Nomadic Senegalese Villages were also presented. The 1931 exhibition in Paris was so successful that 34 million people attended it in six months, while a smaller counter-exhibition entitled The Truth on the Colonies, organized by the Communist Party, attracted very few visitors. The 1900 World’s Fair presented the famous diorama living in Madagascar, while the Colonial Exhibitions in Marseilles (19) and in Paris (19) also displayed humans in cages, often nude or semi-nude. Visited by 28 million people, the 1889 World’s Fair displayed 400 indigenous people as the major attraction.
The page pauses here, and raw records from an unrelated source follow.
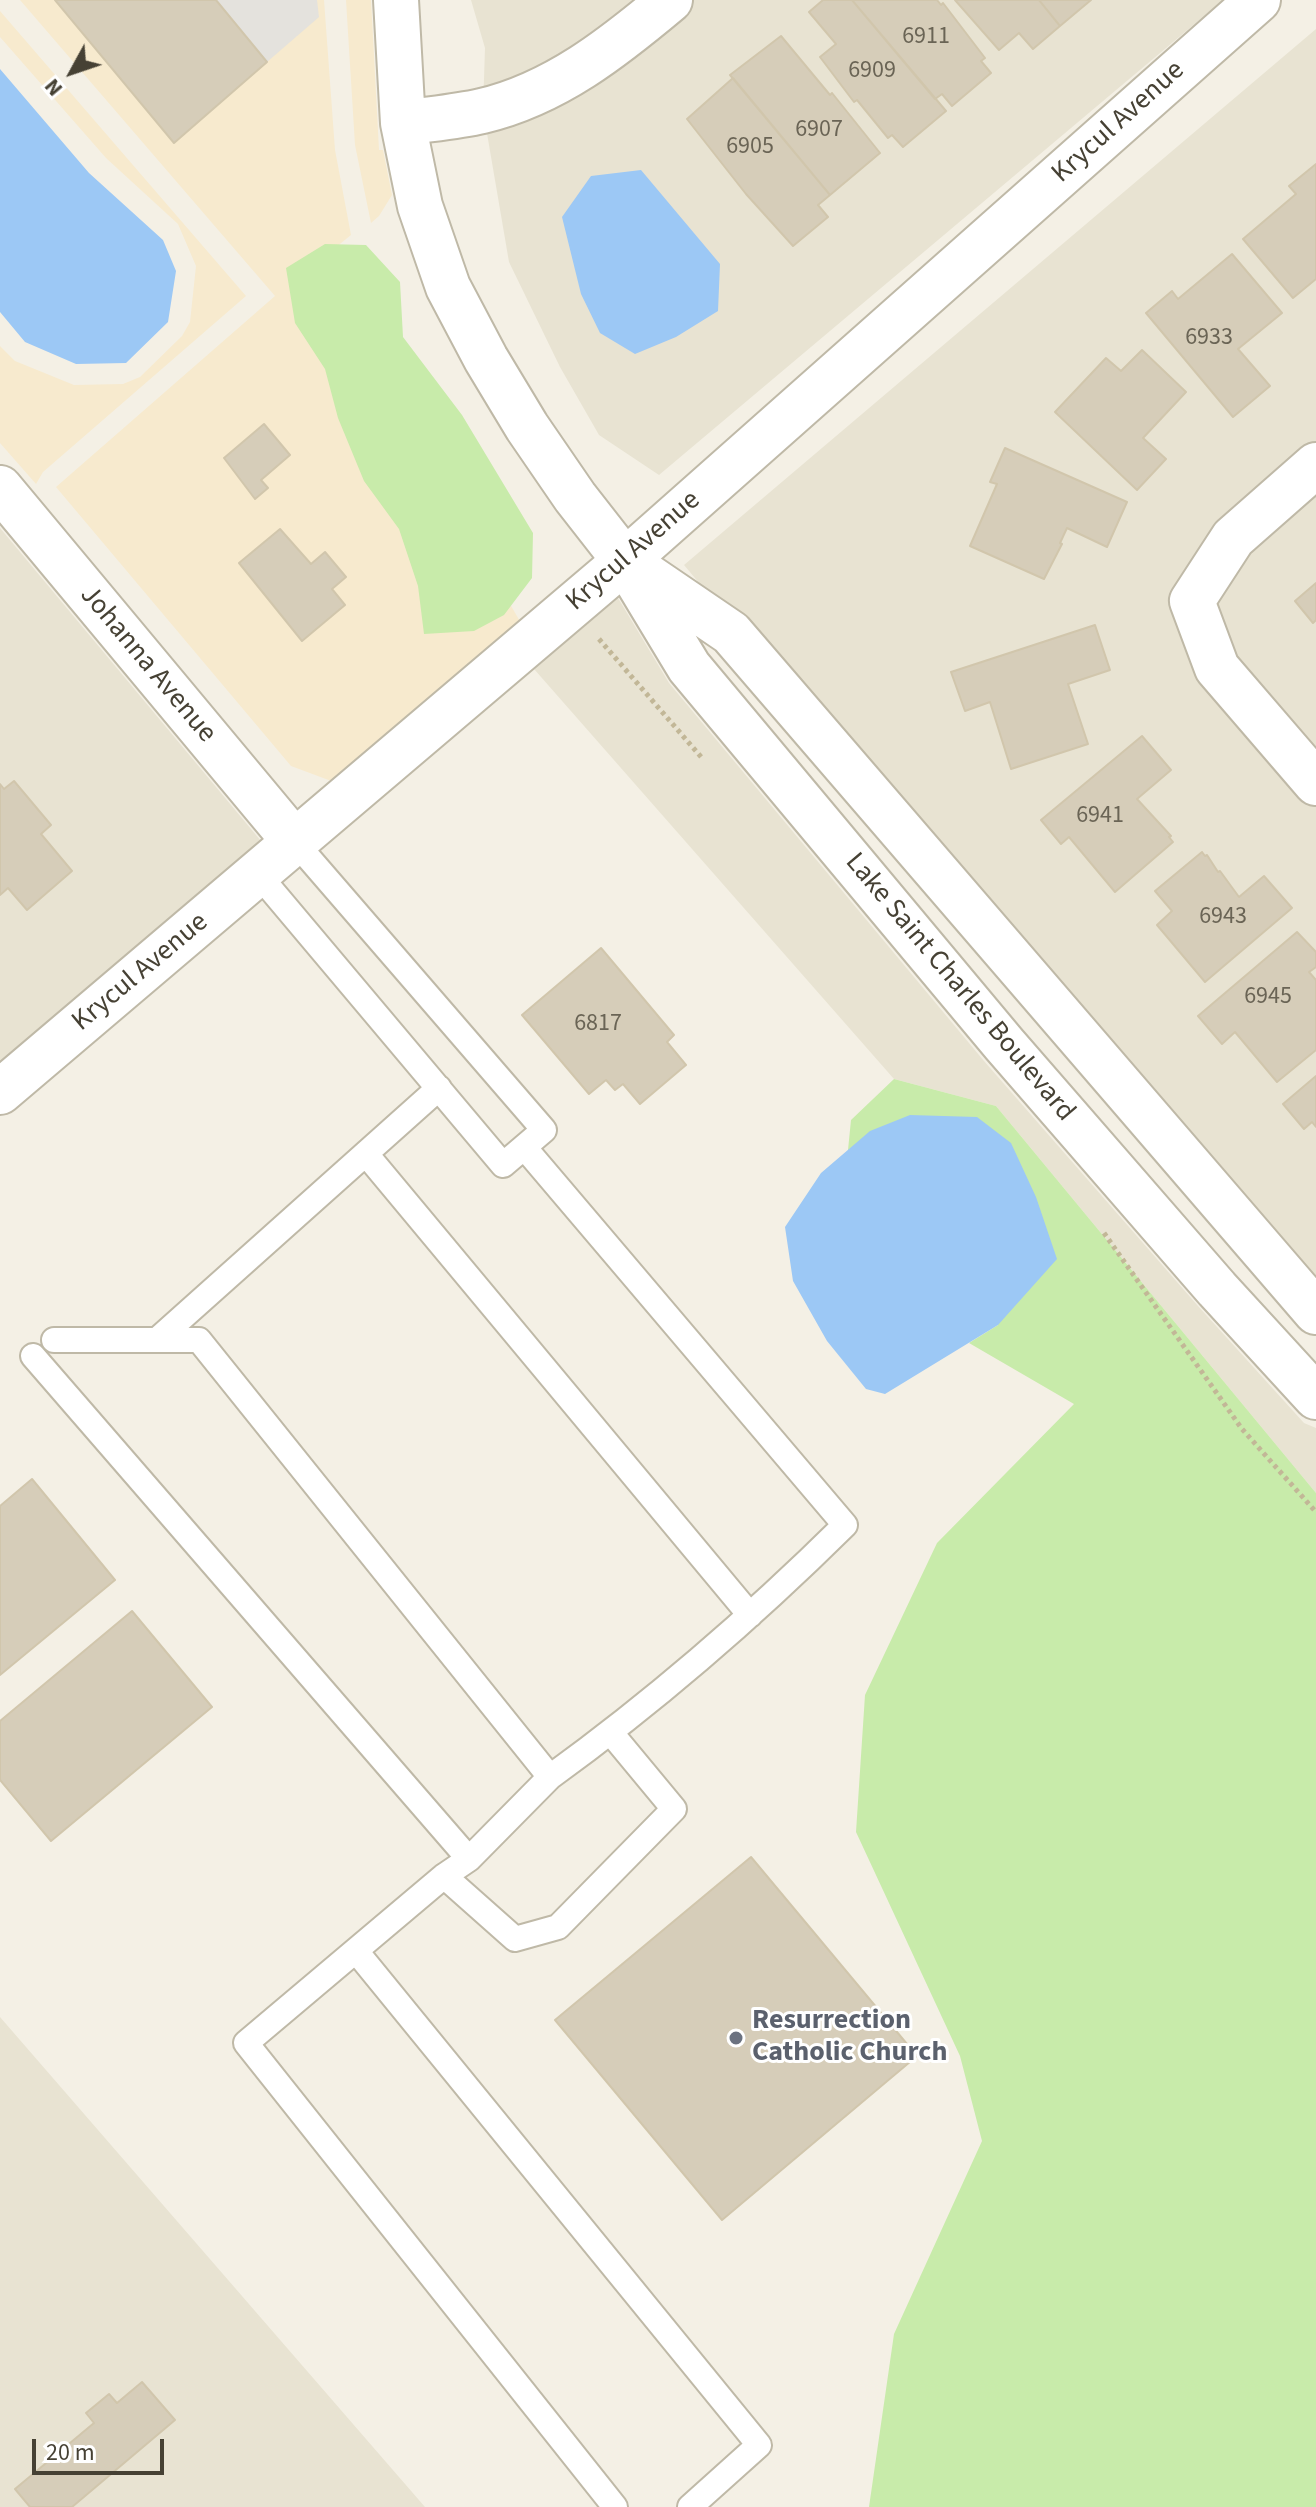 <!DOCTYPE html>
<style>
body{margin:0}
#map{position:relative;width:1316px;height:2507px;overflow:hidden;background:#f4f0e5;font-family:"Source Sans 3",sans-serif}
canvas{display:block}
.north{position:absolute;left:32px;top:32px;width:80px;height:80px;-webkit-text-stroke:6px #fff;paint-order:stroke;rotate:230deg;font-size:22px;font-weight:700;line-height:32px;text-align:center;color:#464134}
.north::after{content:'';display:block;margin:auto;width:28px;height:36px;background:#464134;clip-path:polygon(50% 0,100% 100%,50% 72%,0 100%)}
.scale{position:absolute;left:32px;top:2439px;width:132px;height:36px;box-sizing:border-box;border:4px solid #464134;border-top:0;padding-left:10px;font-size:24px;line-height:28px;white-space:nowrap;color:#464134;-webkit-text-stroke:6px #fff;paint-order:stroke}
</style>
<div id="map">
<canvas width="1316" height="2507"></canvas>
<div class="north">N</div>
<div class="scale">20 m</div>
</div>
<script>
const ctx = document.querySelector('canvas').getContext('2d');
ctx.lineJoin = 'round';
function fillPath(path, color) { ctx.fillStyle = color; ctx.fill(path, 'evenodd'); }
function trace(path, color, width, dash) { ctx.strokeStyle = color; ctx.lineWidth = width; ctx.lineCap = dash ? 'butt' : 'round'; ctx.setLineDash(dash || []); ctx.stroke(path); }
function label(font, color, halo, rows, align = 'center') {
  ctx.font = font + ' "Source Sans 3",sans-serif'; ctx.lineWidth = 6; ctx.setLineDash([]); ctx.textBaseline = 'middle'; ctx.strokeStyle = halo; ctx.fillStyle = color; for (const [text, x, y, turn = 0] of rows) {
    ctx.save(); ctx.translate(x, y); ctx.rotate((+turn || 0) * Math.PI / 180); ctx.textAlign = isNaN(turn) ? turn : align; if (halo) ctx.strokeText(text, 0, 0); ctx.fillText(text, 0, 0); ctx.restore();
  }
}
fillPath(new Path2D(`
 M471,0H1223L659,475L599,435L560,367L509,262L483,110L485,48Z
 M1316,29V1317L684,565Z
 M0,528L261,841L0,1063Z
 M618,598L669,683L984,1061L1198,1306L1304,1423L1316,1428V1493L996,1106L894,1079L534,669Z
 M0,2017L425,2507H0Z`), '#e8e3d2');
fillPath(new Path2D(`
 M20,0H324L335,150L351,235L314,265L525,630L342,785L291,766L56,487L275,296Z
 M346,0H371L379,150H383L392,195L379,216L371,223L355,145Z
 M0,11L246,296L43,472L36,484L0,443V346L15,361L74,385L123,384L140,377L182,336L190,322L196,266L178,224L106,158L0,37Z`), '#f7eace');
fillPath(new Path2D(`
 M325,244L366,245L400,282L403,337L462,415L533,533L532,578L504,615L474,631L424,634L418,586L399,529L364,481L338,418L325,369L295,323L286,268Z
 M894,1079L996,1106L1316,1493V2507H869L894,2334L982,2141L960,2056L856,1832L865,1695L937,1543L1074,1404L969,1343L998,1325L848,1150L851,1120Z`), '#c8ebaa');
fillPath(new Path2D(`
 M216,0H317L319,17L267,62Z`), '#e4e2dd');
fillPath(new Path2D(`
 M0,69L89,173L163,240L176,271L168,322L126,363L76,364L25,342L0,312Z
 M641,170L720,264L718,311L676,337L635,354L600,333L581,294L562,217L591,176Z
 M910,1115L977,1117L1011,1143L1036,1197L1057,1259L998,1325L885,1394L866,1389L827,1341L793,1281L785,1227L821,1173L870,1131Z`), '#9cc8f5');
const building = new Path2D(`
 M55,0H216L267,62L174,143Z
 M823,0H852L946,111L903,147L892,135L888,138L857,100L854,102L820,57L836,44L809,12Z
 M852,0H937L941,5L943,3L985,58L981,61L991,73L952,106L942,94L935,99Z
 M955,0H1039L1060,26L1033,49L1019,33L999,50Z
 M1039,0H1091L1060,26Z
 M781,36L830,95L832,93L880,153L830,195L730,75Z
 M733,78L830,195L818,205L828,217L793,246L746,194L687,119Z
 M1316,164V279L1293,298L1243,239L1296,194L1289,186Z
 M1232,254L1282,313L1238,349L1270,386L1233,417L1146,313L1172,291L1178,299Z
 M1142,350L1186,392L1143,438L1166,459L1137,490L1055,412L1106,358L1121,371Z
 M264,424L290,455L261,480L268,488L255,499L224,458Z
 M1005,448L1127,502L1107,547L1067,528L1060,543L1062,544L1044,579L970,546L997,484L990,482Z
 M280,529L311,564L325,552L346,577L332,589L345,605L302,641L239,563Z
 M1316,583V620L1313,623L1295,601Z
 M1095,625L1110,670L1068,684L1088,744L1011,769L990,702L965,711L951,672Z
 M1142,736L1171,770L1137,799L1171,836L1169,837L1173,842L1115,892L1069,837L1061,844L1041,820Z
 M14,781L51,825L41,834L72,871L27,910L8,888L0,895V784L4,789Z
 M1202,852L1205,856L1207,855L1218,872L1220,871L1239,897L1264,876L1292,908L1205,982L1157,925L1172,911L1155,891Z
 M1297,932L1316,952V967L1309,972L1316,980V1050L1277,1082L1235,1032L1222,1044L1198,1016Z
 M601,948L674,1035L667,1042L686,1065L640,1104L623,1084L615,1090L606,1080L589,1094L522,1015Z
 M1316,1076V1127L1312,1122L1304,1129L1283,1104Z
 M32,1479L115,1580L0,1675V1506Z
 M132,1611L212,1707L51,1841L0,1780V1721Z
 M751,1857L917,2056L722,2220L555,2020Z
 M142,2382L175,2420L72,2507H30L15,2489L94,2423L86,2413L109,2394L117,2403Z`);
fillPath(building, '#d6cdb9');
trace(building, '#d1c6ac', 2);
const service = new Path2D(`
 M258,874L503,1165L544,1130L295,842
 M524,1147L845,1525C753,1616 655,1701 550,1777
 M366,1154L750,1615
 M157,1340L439,1088
 M33,1356L469,1859L550,1777L199,1340H54
 M469,1859L444,1876L246,2043L615,2507
 M444,1876L515,1939L558,1927L674,1809L611,1733
 M356,1951L759,2445L690,2507`);
const minor = new Path2D(`
 M396,0L403,123L420,206L448,287L486,359L527,427L575,497L625,561L689,667L1004,1044L1217,1289L1316,1397
 M403,123C429,119 456,117 482,111C555,94 614,47 670,0
 M1316,465L1233,538L1192,601L1217,668L1316,783
 M0,488L295,842
 M637,569L731,633L1316,1312`);
const tertiary = new Path2D(`
 M0,1092L625,561L1258,0`);
trace(service, '#bfb9a7', 28);
trace(minor, '#bfb9a7', 48);
trace(tertiary, '#bfb9a7', 48);
trace(new Path2D(`
 M599,639L702,758
 M1104,1233L1242,1429L1316,1512`), '#c2b797', 5, [4, 4]);
trace(service, '#fff', 24);
trace(minor, '#fff', 44);
trace(tertiary, '#fff', 44);
for (const [x, y, r, color] of [
 [736,2038,8,"#6b7280"]
]) { const dot = new Path2D(); dot.arc(x, y, r, 0, 2 * Math.PI); ctx.fillStyle = color; ctx.fill(dot); trace(dot, '#fff', 3); }
label('24px', '#6a6455', null, [
 ["6911",926,38],
 ["6909",872,72],
 ["6907",819,131],
 ["6905",750,148],
 ["6933",1209,339],
 ["6941",1100,817],
 ["6943",1223,918],
 ["6945",1268,998],
 ["6817",598,1025]
]);
label('28px', '#464134', '#fff', [
 ["Krycul Avenue",1119,123,-42],
 ["Krycul Avenue",634,552,-41],
 ["Johanna Avenue",147,665,50],
 ["Krycul Avenue",141,973,-40],
 ["Lake Saint Charles Boulevard",959,988,50]
]);
label('bold 28px', '#5b616d', '#fff', [
 ["Resurrection",752,2022],
 ["Catholic Church",752,2054]
], 'left');
</script>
Hagenbeck would also employ agents to take part in his ethnological exhibits, with the aim of exposing his audience to various different subsistence modes and lifestyles.Ī young Filipino girl is pictured sitting on a wooden bench in an enclosure in Coney Island, New York in another horrifying 1906 ‘exhibit’.īoth the 1878 and the 1889 Parisian World’s Fair presented a Black Village (village nègre). Other ethnological expositions included Egyptian and Bedouin mock settlements. In 1880, Hagenbeck dispatched an agent to Labrador to secure a number of Esquimaux (Eskimo / Inuit) from the Moravian mission of Hebron these Inuit were exhibited in his Hamburg Tierpark. The Nubian exhibit was very successful in Europe and toured Paris, London, and Berlin. In 1876, he sent a collaborator to the Egyptian Sudan to bring back some wild beasts and Nubians. Carl Hagenbeck, a merchant in wild animals and future entrepreneur of many zoos in Europe, decided in 1874 to exhibit Samoan and Sami people as “purely natural” populations.

zoo island story

Human zoos could be found in Paris, Hamburg, Antwerp, Barcelona, London, Milan, and New York City. To feed the frenzy, thousands of indigenous individuals from Africa, Asia, and the Americas were brought to the United States and Europe, often under dubious circumstances, to be put on display in a quasi-captive life in “human zoos.” In the late 19th and early 20th centuries, the Western world was desperate to see the “savage,” “primitive” people described by explorers and adventurers scouting out new lands for colonial exploitation. The horrifying images, some of which were taken as recently as 1958, show how black and Asian people were cruelly treated as exhibits that attracted millions of tourists. These shocking rare photographs show how so-called ‘ human zoos‘ around the world kept ‘primitive natives’ in enclosures so Westerners could gawp and jeer at them. Filipinos are pictured in loincloths sitting in a circle together at Coney Island in New York in the early 20th century while crowds of Americans watch on from behind barriers.